The take away here is that electronic voting violates the principle of transparency. It's simply not possible for an unaided human to follow a vote from the moment it is cast, through to the final tally.

It then is both a vote by proxy and a vote record not human verifiable through ordinary means, such as those we would use in a court room.

The vote by proxy bit is disturbing to me because we basically equate software code to law in that the machine will do what it's designers intended it to do, and that may or may not mirror the intent of the law. Also, the voter may not trust the machine as they have no way to understand what the result of the machine decision actually is.

The key point to understand here is the actual record of the vote cast is an electronic state. These states can change, and do not leave an enduring record of said change. The other key point to understand is that such a record can only be examined through enabling technology, thus forcing the user to trust the various creators of those technologies.

Some enabling technology is ok. A lens, for example, would be an acceptable enabling technology for reading very small vote records. The properties of the lens are well known, transparent and verifiable by all, unaided. Thus, the record of the vote examined can be trusted as we would trust a record we examined with our raw senses.

Also, interpretation in a court can proceed as it should, as all parties can examine the evidence without fear of their perception being manipulated. A trial surrounding such a vote record would then be fair.

All of those things depend on transparency, which is one of four key ideas necessary to realize a fair and trustworthy election.

Those are:

Oversight - The law must permit oversight of the entire process by the interested public. If we are to be bound by the results, we must trust those results.

Transparency - Necessary to realize oversight and preserve the chain of trust from voter intent to final tally. A vote that cannot be directly examined, is a vote that cannot by definition be trusted. (and I've detailed why in the bit above, as have the Germans)

Freedom - This is simply the right to vote or not as each voter sees fit.

Anonymonity - Is not personally identifying a vote. An excellent test for this is law that disallows votes that are somehow personally identifiable. Necessary to prevent collusion and coersion from impacting the election process, rendering it untrustworthy.

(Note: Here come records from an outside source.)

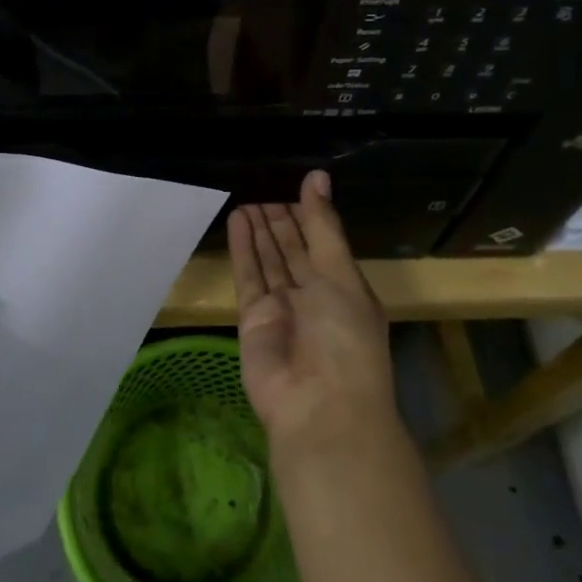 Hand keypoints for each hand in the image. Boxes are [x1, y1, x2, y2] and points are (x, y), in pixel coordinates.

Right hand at [228, 171, 397, 452]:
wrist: (318, 404)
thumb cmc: (344, 336)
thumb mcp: (341, 274)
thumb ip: (323, 226)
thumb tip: (317, 177)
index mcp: (345, 287)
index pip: (323, 242)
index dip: (308, 215)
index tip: (293, 184)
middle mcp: (314, 296)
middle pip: (293, 249)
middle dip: (280, 220)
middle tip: (262, 185)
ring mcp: (282, 307)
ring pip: (269, 260)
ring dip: (259, 230)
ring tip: (246, 196)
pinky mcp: (252, 318)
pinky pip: (248, 276)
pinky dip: (242, 249)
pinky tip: (236, 220) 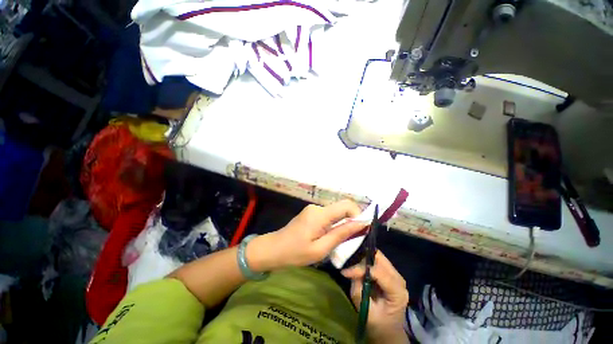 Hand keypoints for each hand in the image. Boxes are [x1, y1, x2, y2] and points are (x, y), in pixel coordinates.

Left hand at [247, 200, 367, 270]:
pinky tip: (328, 238)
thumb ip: (341, 234)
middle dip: (351, 222)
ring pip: (336, 213)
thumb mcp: (320, 248)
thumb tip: (361, 224)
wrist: (273, 249)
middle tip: (351, 240)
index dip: (358, 215)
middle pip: (342, 208)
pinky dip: (334, 225)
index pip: (347, 205)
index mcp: (320, 214)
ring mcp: (313, 210)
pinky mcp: (311, 213)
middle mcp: (317, 207)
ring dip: (342, 225)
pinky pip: (328, 216)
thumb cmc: (295, 253)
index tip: (362, 230)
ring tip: (338, 242)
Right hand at [342, 251, 408, 343]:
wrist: (389, 332)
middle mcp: (399, 280)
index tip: (345, 272)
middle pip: (379, 258)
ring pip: (378, 257)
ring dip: (364, 259)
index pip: (378, 272)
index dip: (360, 269)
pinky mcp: (390, 274)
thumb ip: (358, 291)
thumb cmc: (379, 325)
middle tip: (348, 263)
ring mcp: (396, 275)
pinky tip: (358, 266)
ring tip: (351, 265)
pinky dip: (366, 261)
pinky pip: (377, 261)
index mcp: (397, 292)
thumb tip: (349, 271)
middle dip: (362, 258)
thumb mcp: (366, 311) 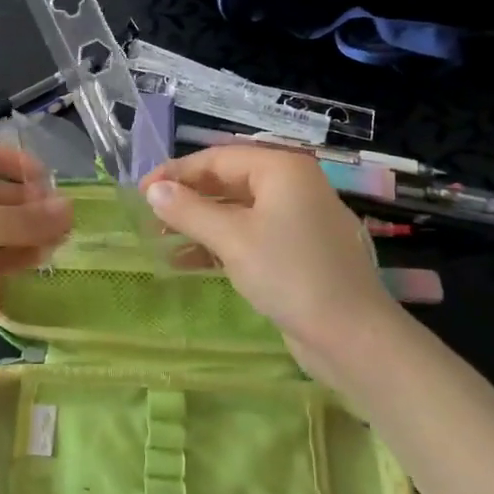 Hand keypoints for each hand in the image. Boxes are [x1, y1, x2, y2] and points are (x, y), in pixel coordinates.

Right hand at [140, 146, 400, 384]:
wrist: (351, 336)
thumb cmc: (289, 273)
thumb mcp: (232, 238)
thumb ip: (189, 210)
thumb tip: (153, 189)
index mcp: (282, 168)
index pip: (218, 158)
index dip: (177, 172)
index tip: (141, 191)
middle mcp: (292, 185)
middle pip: (228, 180)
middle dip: (188, 197)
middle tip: (150, 215)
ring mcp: (297, 219)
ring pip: (237, 210)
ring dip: (200, 222)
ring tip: (161, 237)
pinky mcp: (297, 250)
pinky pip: (250, 234)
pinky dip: (220, 243)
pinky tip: (188, 260)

I'm glad to see this kind of decision being rendered. Hope it's a sign toward a movement that continues to strengthen the trust surrounding elections. Put into local context, the Minnesota election recount and legal deliberations would not be possible, nor trusted, if all the vote record was electronic.

Good on the courts of Germany for correctly asserting this problem with electronic voting.

I continue to follow this issue for the simple reason that we continue to experience close elections! Our democratic struggle to make decisions depends a lot on this process. Hobbling it so that close results are less clear, or so that court decisions, attorneys and dollars can trump the will of the people is unacceptable, no matter where any of us are politically.

Since 2000, there has been an escalation of court struggles over elections. There has also been an escalation in electronic votes that really don't work in court too! Both combined are an untrustworthy mess.

As an American, the ability to verify, question and examine the means and methods by which we are governed is a core right. Base stuff. Simple.

Where it's not present, both our history and our founding legal documents assert that it will be exploited to our mutual detriment.

So that's it. Just following my civics and thought I would share and entertain a bit of advocacy at the same time.

If you can't directly see the record of your vote, somebody else is voting for you. It's that simple!